EXERCISE AIM: Which lines have the string "paths"? Copy all of them from the entries below.
DATASET: Begin
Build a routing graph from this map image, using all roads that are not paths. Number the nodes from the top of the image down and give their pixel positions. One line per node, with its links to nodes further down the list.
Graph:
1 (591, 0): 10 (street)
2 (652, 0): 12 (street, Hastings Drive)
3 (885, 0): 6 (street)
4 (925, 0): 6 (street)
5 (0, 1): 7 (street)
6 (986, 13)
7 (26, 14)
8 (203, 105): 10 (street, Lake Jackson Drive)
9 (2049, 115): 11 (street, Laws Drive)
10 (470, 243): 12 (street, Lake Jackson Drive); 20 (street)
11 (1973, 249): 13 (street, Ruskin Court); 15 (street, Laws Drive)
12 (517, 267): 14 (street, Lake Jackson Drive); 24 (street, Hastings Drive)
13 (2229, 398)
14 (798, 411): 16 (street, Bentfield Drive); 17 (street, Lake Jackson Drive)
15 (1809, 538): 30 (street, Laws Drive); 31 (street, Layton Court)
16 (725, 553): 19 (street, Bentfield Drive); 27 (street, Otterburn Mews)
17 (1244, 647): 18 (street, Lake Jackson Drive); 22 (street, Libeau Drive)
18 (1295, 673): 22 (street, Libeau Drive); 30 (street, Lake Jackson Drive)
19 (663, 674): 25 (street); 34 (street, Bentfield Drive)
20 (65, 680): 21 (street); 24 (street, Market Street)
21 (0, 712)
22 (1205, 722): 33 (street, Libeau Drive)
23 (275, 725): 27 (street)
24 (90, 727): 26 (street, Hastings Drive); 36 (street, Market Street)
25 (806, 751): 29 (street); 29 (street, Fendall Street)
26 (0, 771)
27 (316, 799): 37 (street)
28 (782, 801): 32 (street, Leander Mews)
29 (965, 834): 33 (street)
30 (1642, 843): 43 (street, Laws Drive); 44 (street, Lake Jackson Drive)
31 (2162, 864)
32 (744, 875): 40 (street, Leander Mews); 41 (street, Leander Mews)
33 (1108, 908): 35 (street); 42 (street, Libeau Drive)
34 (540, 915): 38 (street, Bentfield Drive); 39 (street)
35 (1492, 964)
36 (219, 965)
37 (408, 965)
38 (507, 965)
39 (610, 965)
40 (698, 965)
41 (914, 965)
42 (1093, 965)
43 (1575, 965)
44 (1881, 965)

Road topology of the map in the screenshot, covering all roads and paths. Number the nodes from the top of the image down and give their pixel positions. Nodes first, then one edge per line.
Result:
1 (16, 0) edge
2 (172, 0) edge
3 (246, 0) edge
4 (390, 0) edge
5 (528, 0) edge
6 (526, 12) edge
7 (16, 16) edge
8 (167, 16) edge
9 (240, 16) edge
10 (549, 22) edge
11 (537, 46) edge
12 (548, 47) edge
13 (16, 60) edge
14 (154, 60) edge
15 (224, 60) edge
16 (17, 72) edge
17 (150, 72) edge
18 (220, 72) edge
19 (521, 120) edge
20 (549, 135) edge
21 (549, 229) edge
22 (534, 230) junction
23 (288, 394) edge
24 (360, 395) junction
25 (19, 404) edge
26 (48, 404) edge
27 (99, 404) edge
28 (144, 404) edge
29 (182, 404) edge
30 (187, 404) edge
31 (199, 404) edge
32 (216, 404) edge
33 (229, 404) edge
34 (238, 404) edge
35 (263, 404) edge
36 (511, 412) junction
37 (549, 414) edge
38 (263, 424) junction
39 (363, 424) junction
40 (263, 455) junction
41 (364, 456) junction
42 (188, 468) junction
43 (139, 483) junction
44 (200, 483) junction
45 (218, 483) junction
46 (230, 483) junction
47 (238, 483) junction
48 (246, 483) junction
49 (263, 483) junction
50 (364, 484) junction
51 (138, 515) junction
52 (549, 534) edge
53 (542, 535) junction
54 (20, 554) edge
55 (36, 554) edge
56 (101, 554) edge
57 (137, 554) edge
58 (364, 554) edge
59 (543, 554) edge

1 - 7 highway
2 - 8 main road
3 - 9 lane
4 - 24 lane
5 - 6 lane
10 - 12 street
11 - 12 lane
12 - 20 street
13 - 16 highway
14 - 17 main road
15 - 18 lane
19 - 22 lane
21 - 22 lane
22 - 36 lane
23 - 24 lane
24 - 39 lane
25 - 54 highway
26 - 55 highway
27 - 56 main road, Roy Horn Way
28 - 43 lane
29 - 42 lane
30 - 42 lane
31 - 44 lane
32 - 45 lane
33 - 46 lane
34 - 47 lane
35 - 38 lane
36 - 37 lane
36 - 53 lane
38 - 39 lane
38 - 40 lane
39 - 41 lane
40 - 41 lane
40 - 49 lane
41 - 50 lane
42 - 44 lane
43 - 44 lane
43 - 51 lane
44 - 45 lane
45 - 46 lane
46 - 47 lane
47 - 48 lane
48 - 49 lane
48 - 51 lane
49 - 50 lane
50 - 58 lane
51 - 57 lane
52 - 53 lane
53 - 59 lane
DATASET: End
SOLUTION TO THE EXERCISE:
Build a routing graph from this map image, using all roads that are not paths. Number the nodes from the top of the image down and give their pixel positions. One line per node, with its links to nodes further down the list.
Road topology of the map in the screenshot, covering all roads and paths. Number the nodes from the top of the image down and give their pixel positions. Nodes first, then one edge per line.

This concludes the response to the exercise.